#### INPUT

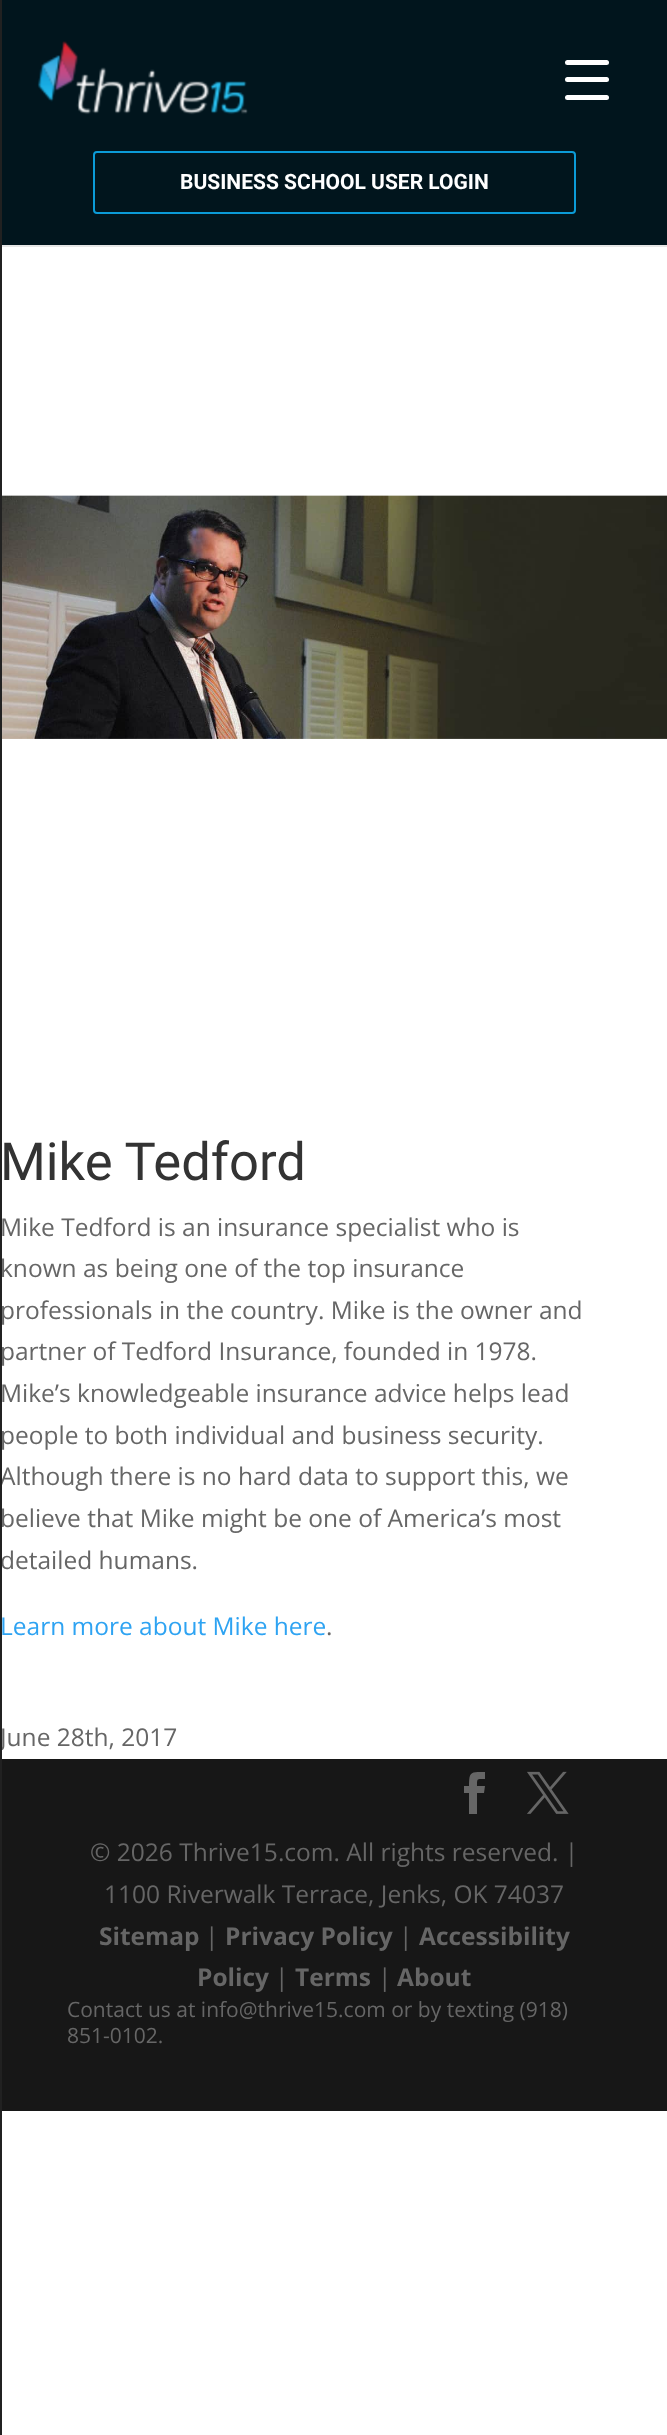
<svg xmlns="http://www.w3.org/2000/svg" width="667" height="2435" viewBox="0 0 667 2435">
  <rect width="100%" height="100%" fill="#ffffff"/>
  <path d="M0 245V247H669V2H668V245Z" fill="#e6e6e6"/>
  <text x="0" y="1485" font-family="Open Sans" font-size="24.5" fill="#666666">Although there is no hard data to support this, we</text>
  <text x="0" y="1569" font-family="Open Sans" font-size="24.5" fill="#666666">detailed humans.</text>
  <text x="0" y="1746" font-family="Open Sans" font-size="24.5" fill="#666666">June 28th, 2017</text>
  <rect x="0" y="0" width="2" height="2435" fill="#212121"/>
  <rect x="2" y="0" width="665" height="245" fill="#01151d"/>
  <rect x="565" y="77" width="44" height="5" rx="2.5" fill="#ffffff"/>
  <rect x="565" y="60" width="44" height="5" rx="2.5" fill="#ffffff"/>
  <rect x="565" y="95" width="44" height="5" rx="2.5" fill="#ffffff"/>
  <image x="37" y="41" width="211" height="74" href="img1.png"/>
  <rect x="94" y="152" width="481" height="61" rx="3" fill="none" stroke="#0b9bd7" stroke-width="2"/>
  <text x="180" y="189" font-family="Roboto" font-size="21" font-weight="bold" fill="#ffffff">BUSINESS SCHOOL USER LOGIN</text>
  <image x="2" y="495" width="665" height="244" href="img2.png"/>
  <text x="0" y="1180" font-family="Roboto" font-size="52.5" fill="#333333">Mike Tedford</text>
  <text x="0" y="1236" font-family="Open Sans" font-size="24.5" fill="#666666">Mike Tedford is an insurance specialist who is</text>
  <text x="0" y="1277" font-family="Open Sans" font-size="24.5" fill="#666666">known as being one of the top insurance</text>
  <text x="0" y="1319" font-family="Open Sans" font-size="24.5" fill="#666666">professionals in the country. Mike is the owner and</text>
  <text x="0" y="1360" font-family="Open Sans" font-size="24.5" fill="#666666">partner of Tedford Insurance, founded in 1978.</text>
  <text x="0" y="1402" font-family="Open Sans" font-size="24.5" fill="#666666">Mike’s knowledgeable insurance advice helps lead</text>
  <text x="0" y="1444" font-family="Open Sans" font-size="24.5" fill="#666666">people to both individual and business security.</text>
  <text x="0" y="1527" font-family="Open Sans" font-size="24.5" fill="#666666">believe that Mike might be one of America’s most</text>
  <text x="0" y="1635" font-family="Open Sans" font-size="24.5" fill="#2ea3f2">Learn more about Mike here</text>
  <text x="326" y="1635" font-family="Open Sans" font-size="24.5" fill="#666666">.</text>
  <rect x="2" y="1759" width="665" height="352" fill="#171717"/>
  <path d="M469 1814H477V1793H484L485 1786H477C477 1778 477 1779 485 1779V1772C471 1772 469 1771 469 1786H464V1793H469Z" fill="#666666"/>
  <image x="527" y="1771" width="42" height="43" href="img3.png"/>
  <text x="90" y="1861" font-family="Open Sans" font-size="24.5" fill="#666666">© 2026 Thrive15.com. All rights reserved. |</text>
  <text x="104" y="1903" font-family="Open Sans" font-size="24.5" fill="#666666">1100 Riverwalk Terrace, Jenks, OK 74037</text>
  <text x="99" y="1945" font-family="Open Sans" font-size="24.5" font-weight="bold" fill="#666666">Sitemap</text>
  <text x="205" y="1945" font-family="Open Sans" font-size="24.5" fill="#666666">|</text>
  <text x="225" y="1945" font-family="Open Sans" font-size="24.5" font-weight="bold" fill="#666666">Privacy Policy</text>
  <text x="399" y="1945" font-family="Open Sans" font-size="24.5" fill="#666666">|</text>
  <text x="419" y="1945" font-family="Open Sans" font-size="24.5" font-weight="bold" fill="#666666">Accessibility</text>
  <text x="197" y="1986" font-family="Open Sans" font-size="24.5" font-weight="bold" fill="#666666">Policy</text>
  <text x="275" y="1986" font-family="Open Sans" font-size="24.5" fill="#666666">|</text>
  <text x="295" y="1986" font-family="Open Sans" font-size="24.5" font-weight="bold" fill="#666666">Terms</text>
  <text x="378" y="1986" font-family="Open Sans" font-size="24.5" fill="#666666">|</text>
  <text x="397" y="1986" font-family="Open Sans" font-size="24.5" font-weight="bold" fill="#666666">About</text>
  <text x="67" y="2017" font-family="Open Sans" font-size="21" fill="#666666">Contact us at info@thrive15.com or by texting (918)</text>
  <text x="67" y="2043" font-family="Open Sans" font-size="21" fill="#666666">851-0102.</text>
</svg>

########

- _WHAT THE EXERCISE ASKS_
Write out every line of the entries that holds the word "Roboto".

- _THE ANSWER_
  <text x="180" y="189" font-family="Roboto" font-size="21" font-weight="bold" fill="#ffffff">BUSINESS SCHOOL USER LOGIN</text>
  <text x="0" y="1180" font-family="Roboto" font-size="52.5" fill="#333333">Mike Tedford</text>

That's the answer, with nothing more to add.